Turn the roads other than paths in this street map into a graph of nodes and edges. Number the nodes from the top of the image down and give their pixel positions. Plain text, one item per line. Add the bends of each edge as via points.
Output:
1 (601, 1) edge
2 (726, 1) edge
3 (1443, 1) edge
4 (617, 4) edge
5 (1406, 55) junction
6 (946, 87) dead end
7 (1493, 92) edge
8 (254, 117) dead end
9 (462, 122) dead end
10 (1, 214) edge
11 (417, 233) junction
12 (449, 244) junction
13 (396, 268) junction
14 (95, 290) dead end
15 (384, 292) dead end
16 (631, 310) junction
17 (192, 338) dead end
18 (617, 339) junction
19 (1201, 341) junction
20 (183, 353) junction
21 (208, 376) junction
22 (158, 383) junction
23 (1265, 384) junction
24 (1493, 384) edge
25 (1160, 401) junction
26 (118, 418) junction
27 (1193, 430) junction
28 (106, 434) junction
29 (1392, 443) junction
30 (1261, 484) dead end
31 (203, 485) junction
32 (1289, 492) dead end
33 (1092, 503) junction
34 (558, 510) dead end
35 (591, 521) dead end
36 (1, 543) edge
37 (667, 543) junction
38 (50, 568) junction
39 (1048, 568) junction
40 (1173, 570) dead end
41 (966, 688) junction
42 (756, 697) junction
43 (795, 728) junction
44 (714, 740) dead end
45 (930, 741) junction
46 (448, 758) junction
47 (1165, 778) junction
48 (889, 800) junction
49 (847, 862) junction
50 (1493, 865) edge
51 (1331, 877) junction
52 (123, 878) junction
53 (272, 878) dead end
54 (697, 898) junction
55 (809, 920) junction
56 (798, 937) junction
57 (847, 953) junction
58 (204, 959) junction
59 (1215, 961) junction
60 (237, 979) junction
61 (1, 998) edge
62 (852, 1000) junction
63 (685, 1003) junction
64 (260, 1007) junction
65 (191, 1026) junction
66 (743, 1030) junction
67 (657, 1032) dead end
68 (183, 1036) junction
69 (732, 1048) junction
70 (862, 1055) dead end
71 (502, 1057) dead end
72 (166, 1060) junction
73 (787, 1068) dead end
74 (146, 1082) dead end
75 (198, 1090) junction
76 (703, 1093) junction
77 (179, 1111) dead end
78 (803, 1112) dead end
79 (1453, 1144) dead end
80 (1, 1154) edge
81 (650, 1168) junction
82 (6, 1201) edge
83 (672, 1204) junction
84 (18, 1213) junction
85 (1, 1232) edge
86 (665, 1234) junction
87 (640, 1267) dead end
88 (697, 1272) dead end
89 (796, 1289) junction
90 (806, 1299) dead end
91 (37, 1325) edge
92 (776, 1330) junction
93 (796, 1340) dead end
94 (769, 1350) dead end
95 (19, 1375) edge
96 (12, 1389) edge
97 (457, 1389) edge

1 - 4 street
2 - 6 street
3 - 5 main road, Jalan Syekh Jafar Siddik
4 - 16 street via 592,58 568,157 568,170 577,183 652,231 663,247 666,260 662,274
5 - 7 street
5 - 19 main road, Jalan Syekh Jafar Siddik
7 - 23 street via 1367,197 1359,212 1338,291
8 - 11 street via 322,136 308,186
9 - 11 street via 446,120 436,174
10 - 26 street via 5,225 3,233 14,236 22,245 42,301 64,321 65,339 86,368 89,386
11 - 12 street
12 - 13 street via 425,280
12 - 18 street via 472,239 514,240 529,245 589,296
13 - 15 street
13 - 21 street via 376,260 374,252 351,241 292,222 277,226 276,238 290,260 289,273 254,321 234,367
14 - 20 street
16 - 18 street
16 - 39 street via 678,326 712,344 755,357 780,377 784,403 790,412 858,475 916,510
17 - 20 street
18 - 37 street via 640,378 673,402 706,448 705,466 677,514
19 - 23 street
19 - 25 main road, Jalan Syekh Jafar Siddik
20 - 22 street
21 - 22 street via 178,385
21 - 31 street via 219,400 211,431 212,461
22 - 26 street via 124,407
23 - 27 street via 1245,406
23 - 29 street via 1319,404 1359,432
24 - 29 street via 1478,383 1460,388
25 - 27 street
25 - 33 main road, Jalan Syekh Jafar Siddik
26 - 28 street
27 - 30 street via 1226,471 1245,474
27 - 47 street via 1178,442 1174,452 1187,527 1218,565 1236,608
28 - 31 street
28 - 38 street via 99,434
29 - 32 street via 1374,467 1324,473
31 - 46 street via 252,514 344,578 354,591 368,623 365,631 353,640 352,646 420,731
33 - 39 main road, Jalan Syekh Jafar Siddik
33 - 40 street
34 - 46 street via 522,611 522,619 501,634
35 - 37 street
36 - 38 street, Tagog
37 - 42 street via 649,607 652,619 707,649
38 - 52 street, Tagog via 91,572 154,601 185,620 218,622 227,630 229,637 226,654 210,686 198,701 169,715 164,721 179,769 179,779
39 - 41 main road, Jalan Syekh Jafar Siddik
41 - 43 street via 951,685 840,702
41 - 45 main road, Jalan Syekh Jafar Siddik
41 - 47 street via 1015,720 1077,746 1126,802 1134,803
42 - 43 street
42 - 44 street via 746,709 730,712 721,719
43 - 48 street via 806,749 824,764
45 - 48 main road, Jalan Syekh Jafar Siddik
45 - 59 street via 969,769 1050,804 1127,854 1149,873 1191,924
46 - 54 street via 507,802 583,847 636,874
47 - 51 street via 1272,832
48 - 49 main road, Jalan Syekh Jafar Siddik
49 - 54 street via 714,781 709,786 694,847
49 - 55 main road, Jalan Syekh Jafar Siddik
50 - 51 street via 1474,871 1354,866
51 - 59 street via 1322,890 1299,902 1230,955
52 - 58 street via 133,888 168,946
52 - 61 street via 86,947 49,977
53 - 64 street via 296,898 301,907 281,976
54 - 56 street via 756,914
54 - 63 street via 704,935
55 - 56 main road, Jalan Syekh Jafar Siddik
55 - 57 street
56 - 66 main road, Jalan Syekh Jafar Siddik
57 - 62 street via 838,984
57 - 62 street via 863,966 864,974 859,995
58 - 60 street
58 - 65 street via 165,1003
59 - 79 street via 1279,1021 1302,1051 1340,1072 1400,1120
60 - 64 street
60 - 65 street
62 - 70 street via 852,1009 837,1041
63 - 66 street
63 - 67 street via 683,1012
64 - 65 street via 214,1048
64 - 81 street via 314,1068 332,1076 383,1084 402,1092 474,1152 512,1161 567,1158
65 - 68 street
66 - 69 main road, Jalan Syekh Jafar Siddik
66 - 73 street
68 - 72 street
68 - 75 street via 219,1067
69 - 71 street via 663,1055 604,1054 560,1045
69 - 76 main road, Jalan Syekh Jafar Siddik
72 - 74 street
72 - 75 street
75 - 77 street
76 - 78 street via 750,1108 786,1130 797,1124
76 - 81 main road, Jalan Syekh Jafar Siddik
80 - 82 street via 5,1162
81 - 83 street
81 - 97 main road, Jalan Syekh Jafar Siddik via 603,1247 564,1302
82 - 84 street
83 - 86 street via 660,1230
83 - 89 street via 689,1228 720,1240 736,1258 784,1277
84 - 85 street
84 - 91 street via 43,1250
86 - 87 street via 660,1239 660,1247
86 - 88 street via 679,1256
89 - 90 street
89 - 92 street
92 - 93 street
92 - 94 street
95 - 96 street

→ Exercise description: Once you have read the records above, please copy them out exactly.

→ Solved problem:
Turn the roads other than paths in this street map into a graph of nodes and edges. Number the nodes from the top of the image down and give their pixel positions. Plain text, one item per line. Add the bends of each edge as via points.
Output:
1 (601, 1) edge
2 (726, 1) edge
3 (1443, 1) edge
4 (617, 4) edge
5 (1406, 55) junction
6 (946, 87) dead end
7 (1493, 92) edge
8 (254, 117) dead end
9 (462, 122) dead end
10 (1, 214) edge
11 (417, 233) junction
12 (449, 244) junction
13 (396, 268) junction
14 (95, 290) dead end
15 (384, 292) dead end
16 (631, 310) junction
17 (192, 338) dead end
18 (617, 339) junction
19 (1201, 341) junction
20 (183, 353) junction
21 (208, 376) junction
22 (158, 383) junction
23 (1265, 384) junction
24 (1493, 384) edge
25 (1160, 401) junction
26 (118, 418) junction
27 (1193, 430) junction
28 (106, 434) junction
29 (1392, 443) junction
30 (1261, 484) dead end
31 (203, 485) junction
32 (1289, 492) dead end
33 (1092, 503) junction
34 (558, 510) dead end
35 (591, 521) dead end
36 (1, 543) edge
37 (667, 543) junction
38 (50, 568) junction
39 (1048, 568) junction
40 (1173, 570) dead end
41 (966, 688) junction
42 (756, 697) junction
43 (795, 728) junction
44 (714, 740) dead end
45 (930, 741) junction
46 (448, 758) junction
47 (1165, 778) junction
48 (889, 800) junction
49 (847, 862) junction
50 (1493, 865) edge
51 (1331, 877) junction
52 (123, 878) junction
53 (272, 878) dead end
54 (697, 898) junction
55 (809, 920) junction
56 (798, 937) junction
57 (847, 953) junction
58 (204, 959) junction
59 (1215, 961) junction
60 (237, 979) junction
61 (1, 998) edge
62 (852, 1000) junction
63 (685, 1003) junction
64 (260, 1007) junction
65 (191, 1026) junction
66 (743, 1030) junction
67 (657, 1032) dead end
68 (183, 1036) junction
69 (732, 1048) junction
70 (862, 1055) dead end
71 (502, 1057) dead end
72 (166, 1060) junction
73 (787, 1068) dead end
74 (146, 1082) dead end
75 (198, 1090) junction
76 (703, 1093) junction
77 (179, 1111) dead end
78 (803, 1112) dead end
79 (1453, 1144) dead end
80 (1, 1154) edge
81 (650, 1168) junction
82 (6, 1201) edge
83 (672, 1204) junction
84 (18, 1213) junction
85 (1, 1232) edge
86 (665, 1234) junction
87 (640, 1267) dead end
88 (697, 1272) dead end
89 (796, 1289) junction
90 (806, 1299) dead end
91 (37, 1325) edge
92 (776, 1330) junction
93 (796, 1340) dead end
94 (769, 1350) dead end
95 (19, 1375) edge
96 (12, 1389) edge
97 (457, 1389) edge

1 - 4 street
2 - 6 street
3 - 5 main road, Jalan Syekh Jafar Siddik
4 - 16 street via 592,58 568,157 568,170 577,183 652,231 663,247 666,260 662,274
5 - 7 street
5 - 19 main road, Jalan Syekh Jafar Siddik
7 - 23 street via 1367,197 1359,212 1338,291
8 - 11 street via 322,136 308,186
9 - 11 street via 446,120 436,174
10 - 26 street via 5,225 3,233 14,236 22,245 42,301 64,321 65,339 86,368 89,386
11 - 12 street
12 - 13 street via 425,280
12 - 18 street via 472,239 514,240 529,245 589,296
13 - 15 street
13 - 21 street via 376,260 374,252 351,241 292,222 277,226 276,238 290,260 289,273 254,321 234,367
14 - 20 street
16 - 18 street
16 - 39 street via 678,326 712,344 755,357 780,377 784,403 790,412 858,475 916,510
17 - 20 street
18 - 37 street via 640,378 673,402 706,448 705,466 677,514
19 - 23 street
19 - 25 main road, Jalan Syekh Jafar Siddik
20 - 22 street
21 - 22 street via 178,385
21 - 31 street via 219,400 211,431 212,461
22 - 26 street via 124,407
23 - 27 street via 1245,406
23 - 29 street via 1319,404 1359,432
24 - 29 street via 1478,383 1460,388
25 - 27 street
25 - 33 main road, Jalan Syekh Jafar Siddik
26 - 28 street
27 - 30 street via 1226,471 1245,474
27 - 47 street via 1178,442 1174,452 1187,527 1218,565 1236,608
28 - 31 street
28 - 38 street via 99,434
29 - 32 street via 1374,467 1324,473
31 - 46 street via 252,514 344,578 354,591 368,623 365,631 353,640 352,646 420,731
33 - 39 main road, Jalan Syekh Jafar Siddik
33 - 40 street
34 - 46 street via 522,611 522,619 501,634
35 - 37 street
36 - 38 street, Tagog
37 - 42 street via 649,607 652,619 707,649
38 - 52 street, Tagog via 91,572 154,601 185,620 218,622 227,630 229,637 226,654 210,686 198,701 169,715 164,721 179,769 179,779
39 - 41 main road, Jalan Syekh Jafar Siddik
41 - 43 street via 951,685 840,702
41 - 45 main road, Jalan Syekh Jafar Siddik
41 - 47 street via 1015,720 1077,746 1126,802 1134,803
42 - 43 street
42 - 44 street via 746,709 730,712 721,719
43 - 48 street via 806,749 824,764
45 - 48 main road, Jalan Syekh Jafar Siddik
45 - 59 street via 969,769 1050,804 1127,854 1149,873 1191,924
46 - 54 street via 507,802 583,847 636,874
47 - 51 street via 1272,832
48 - 49 main road, Jalan Syekh Jafar Siddik
49 - 54 street via 714,781 709,786 694,847
49 - 55 main road, Jalan Syekh Jafar Siddik
50 - 51 street via 1474,871 1354,866
51 - 59 street via 1322,890 1299,902 1230,955
52 - 58 street via 133,888 168,946
52 - 61 street via 86,947 49,977
53 - 64 street via 296,898 301,907 281,976
54 - 56 street via 756,914
54 - 63 street via 704,935
55 - 56 main road, Jalan Syekh Jafar Siddik
55 - 57 street
56 - 66 main road, Jalan Syekh Jafar Siddik
57 - 62 street via 838,984
57 - 62 street via 863,966 864,974 859,995
58 - 60 street
58 - 65 street via 165,1003
59 - 79 street via 1279,1021 1302,1051 1340,1072 1400,1120
60 - 64 street
60 - 65 street
62 - 70 street via 852,1009 837,1041
63 - 66 street
63 - 67 street via 683,1012
64 - 65 street via 214,1048
64 - 81 street via 314,1068 332,1076 383,1084 402,1092 474,1152 512,1161 567,1158
65 - 68 street
66 - 69 main road, Jalan Syekh Jafar Siddik
66 - 73 street
68 - 72 street
68 - 75 street via 219,1067
69 - 71 street via 663,1055 604,1054 560,1045
69 - 76 main road, Jalan Syekh Jafar Siddik
72 - 74 street
72 - 75 street
75 - 77 street
76 - 78 street via 750,1108 786,1130 797,1124
76 - 81 main road, Jalan Syekh Jafar Siddik
80 - 82 street via 5,1162
81 - 83 street
81 - 97 main road, Jalan Syekh Jafar Siddik via 603,1247 564,1302
82 - 84 street
83 - 86 street via 660,1230
83 - 89 street via 689,1228 720,1240 736,1258 784,1277
84 - 85 street
84 - 91 street via 43,1250
86 - 87 street via 660,1239 660,1247
86 - 88 street via 679,1256
89 - 90 street
89 - 92 street
92 - 93 street
92 - 94 street
95 - 96 street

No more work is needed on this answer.